Graph Tracers#

Graph tracers enable acyclic directed computation graphs to be extracted from functions which operate on the tensors, expressed as source code in the framework. There is inevitably some overlap with the role of the lower level compilers here, but for the purpose of this discussion, we consider tracers as being any tool which executes the function to be traced and produces a computation graph consisting solely of the lowest level functions defined within the framework itself, without going any lower. In this light, the tracer does not need to know about the hardware, the compiler instruction set, or anything else lower level. It simply creates an acyclic directed graph which maps the inputs of a function to the outputs of a function, as a composition of the low level functions defined within the framework. This is a very useful representation which can then make subsequent compilation simpler, and so this graph representation often sits between the raw source code and the lower level compilers which compile to specific hardware.


The tf.Graph class represents an arbitrary TensorFlow computation, represented as a dataflow graph. It is used by tf.function to represent the function’s computations. Each graph contains a set of tf.Operation instances, which represent units of computation; and tf.Tensor instances, which represent the units of data that flow between operations.


Conceptually, one can think of JAX transformations as first trace-specializing the Python function to be transformed into a small and well-behaved intermediate form that is then interpreted with transformation-specific interpretation rules. It uses the actual Python interpreter to do most of the heavy lifting to distill the essence of the computation into a simple statically-typed expression language with limited higher-order features. That language is the jaxpr language. A jax.core.Jaxpr instance represents a function with one or more typed parameters (input variables) and one or more typed results. The results depend only on the input variables; there are no free variables captured from enclosing scopes.


torch.jit.trace and torch.jit.trace_module enables a module or Python function to be traced in PyTorch, and an executable is returned which will be optimized using just-in-time compilation. Example inputs must be provided, and then the function is run, with a recording of the operations performed on all the tensors. The resulting recording of a standalone function produces a ScriptFunction instance. The resulting recording of nn.Module.forward or nn.Module produces a ScriptModule instance. This module also contains any parameters that the original module had as well.


FX is a toolkit for developers to use to transform torch.nn.Module instances in PyTorch. FX consists of three main components: a symbolic tracer, an intermediate representation, and Python code generation. The symbolic tracer performs a “symbolic execution” of the Python code. It feeds fake values, called Proxies, through the code. Operations on these Proxies are recorded. The intermediate representation is the container for the operations that were recorded during symbolic tracing. It consists of a list of Nodes that represent function inputs, call-sites (to functions, methods, or torch.nn.Module instances), and return values. The IR is the format in which transformations are applied. Python code generation is what makes FX a Python-to-Python (or Module-to-Module) transformation toolkit. For each Graph IR, valid Python code matching the Graph’s semantics can be created. This functionality is wrapped up in GraphModule, which is a torch.nn.Module instance that holds a Graph as well as a forward method generated from the Graph.

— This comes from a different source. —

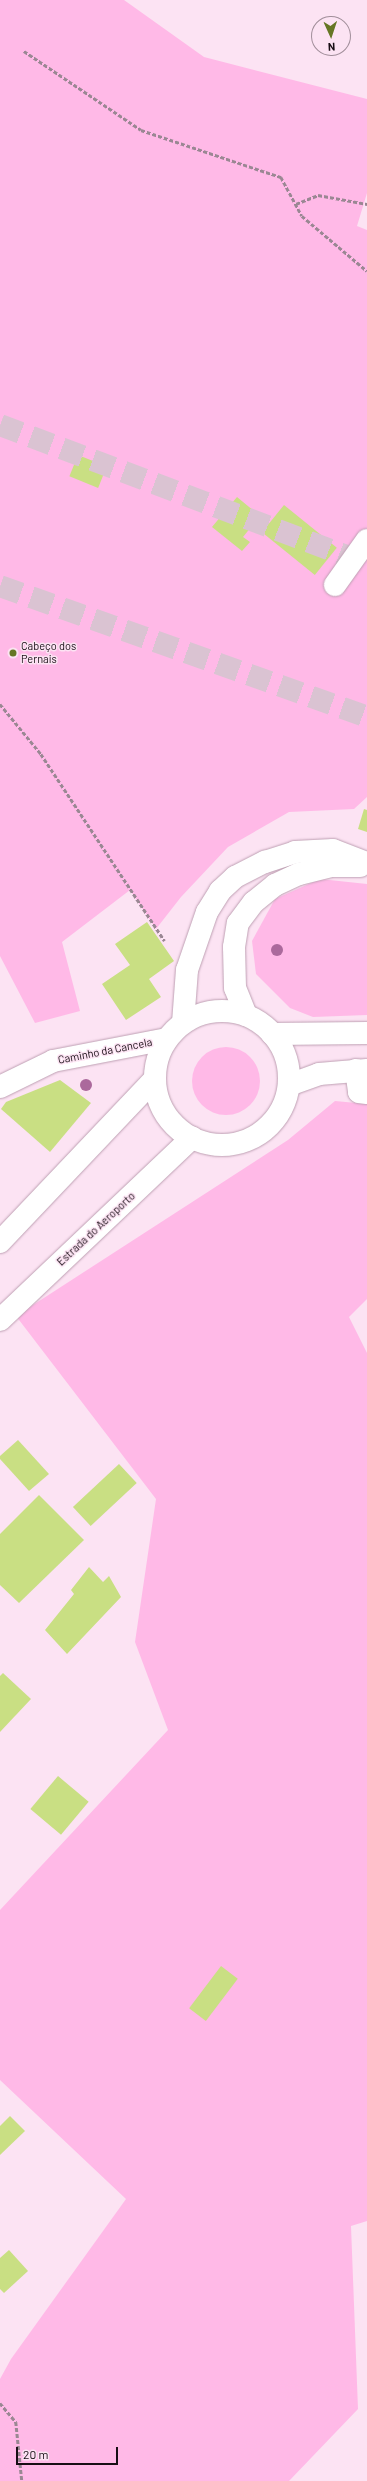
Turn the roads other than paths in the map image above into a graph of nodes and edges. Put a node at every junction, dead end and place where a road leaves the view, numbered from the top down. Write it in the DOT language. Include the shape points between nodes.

Taken together, this pipeline of components (symbolic tracing -> intermediate representation -> transforms -> Python code generation) constitutes the Python-to-Python transformation pipeline of FX. In addition, these components can be used separately. For example, symbolic tracing can be used in isolation to capture a form of the code for analysis (and not transformation) purposes. Code generation can be used for programmatically generating models, for example from a config file.